Observou com contemplação a derrubada de três presidentes: Washington Luís (1930, devido a golpe que galgou Getúlio Vargas ao poder), João Goulart (1964, golpe militar) e Fernando Collor de Mello (1992, impeachment). Nos anos 1940, 1950 e 1960 exerceu como ninguém o comunismo. Era do “partidão” (apelido do Partido Comunista Brasileiro). Quando os fardados dominaram o país, até 1985, Mário esteve preso várias vezes. Formou-se em direito, mas não tinha vocação para a profissão das leis. Nessa época, ao lado de mestres peraltas garridos do porte de Custódio Mesquita, Roberto Martins e Ataufo Alves, iniciou nas composições. Fez “Ai, que saudade da Amélia” inspirado numa empregada da cantora Araci de Almeida. Muitos o chamaram de machista por versos de “Amélia” do tipo forte de “Aquilo sim é que era mulher”/“Amélia não tinha menor vaidade”. A música, ostentada primeiro nos carnavais cariocas (Lago é das terras fluminenses), rapidamente entrou para o gosto popular. Quem, por exemplo, já não declamou alguma vez “Amélia que era mulher de verdade...”?

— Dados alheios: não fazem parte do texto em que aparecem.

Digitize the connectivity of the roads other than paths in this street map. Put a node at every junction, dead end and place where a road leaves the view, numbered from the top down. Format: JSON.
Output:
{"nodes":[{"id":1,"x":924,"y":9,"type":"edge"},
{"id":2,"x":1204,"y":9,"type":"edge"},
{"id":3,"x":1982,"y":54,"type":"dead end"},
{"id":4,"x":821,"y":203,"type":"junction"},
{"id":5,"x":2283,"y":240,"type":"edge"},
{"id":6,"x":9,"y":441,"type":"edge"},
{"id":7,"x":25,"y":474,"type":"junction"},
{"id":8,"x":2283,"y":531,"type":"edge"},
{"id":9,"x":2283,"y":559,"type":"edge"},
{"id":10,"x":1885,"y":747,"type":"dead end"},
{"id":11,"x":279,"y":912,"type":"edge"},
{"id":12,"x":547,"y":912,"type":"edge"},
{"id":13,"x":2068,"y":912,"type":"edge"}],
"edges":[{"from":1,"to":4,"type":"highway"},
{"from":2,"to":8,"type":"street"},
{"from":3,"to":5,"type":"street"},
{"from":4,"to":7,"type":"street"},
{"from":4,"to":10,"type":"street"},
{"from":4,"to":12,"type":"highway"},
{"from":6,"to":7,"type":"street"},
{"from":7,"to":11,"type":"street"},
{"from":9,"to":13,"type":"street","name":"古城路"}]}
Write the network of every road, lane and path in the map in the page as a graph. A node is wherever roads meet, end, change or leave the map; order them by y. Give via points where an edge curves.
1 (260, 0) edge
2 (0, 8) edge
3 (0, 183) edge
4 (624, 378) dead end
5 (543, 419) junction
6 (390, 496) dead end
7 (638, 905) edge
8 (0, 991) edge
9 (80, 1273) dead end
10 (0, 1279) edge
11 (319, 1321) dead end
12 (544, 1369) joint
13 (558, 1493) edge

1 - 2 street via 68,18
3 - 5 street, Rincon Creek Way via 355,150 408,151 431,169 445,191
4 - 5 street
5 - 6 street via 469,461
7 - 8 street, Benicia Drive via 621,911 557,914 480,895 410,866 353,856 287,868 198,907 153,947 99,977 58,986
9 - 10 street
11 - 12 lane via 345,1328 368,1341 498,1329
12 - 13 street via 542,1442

Outras composições ocorreram como que jorradas de uma cachoeira. “A onda”, “Quem chegou já tá”, “Fracasso”, “Número um”, Faz de conta”, “Ficarás” e, como não poderia deixar de ser, as decorosas “Nada além”, “Aurora” e “Atire a primeira pedra”. Nesta última, particularmente, há, segundo jornalista Sérgio Cabral, o verso mais inteligente da música brasileira: “perdão foi feito pra gente pedir”. A dupla restante, principalmente “Aurora”, são executadas em bailes, festas, carnavais etc. Até poucos meses antes de morrer, ele viajava com seu show “Contos e causos de Mário Lago”. Nestes encontros, o cenário era nulo: somente reles mesinhas com cadeiras, o cantor e Mário, que de vez em quando também dava suas canjas, entre uma e outra história mirabolante. Contar coisas, aliás, era o que o compositor mais sabia fazer. Desfrutou, nas décadas de 1940, 1950 e 1960, quando tudo era diferente, de rodas de discussões empolgadas, sobre política, mulheres, Brasil, canções. Dormir antes das duas da manhã não acontecia de modo algum. A água mineral vazava pouco. E ele agitava.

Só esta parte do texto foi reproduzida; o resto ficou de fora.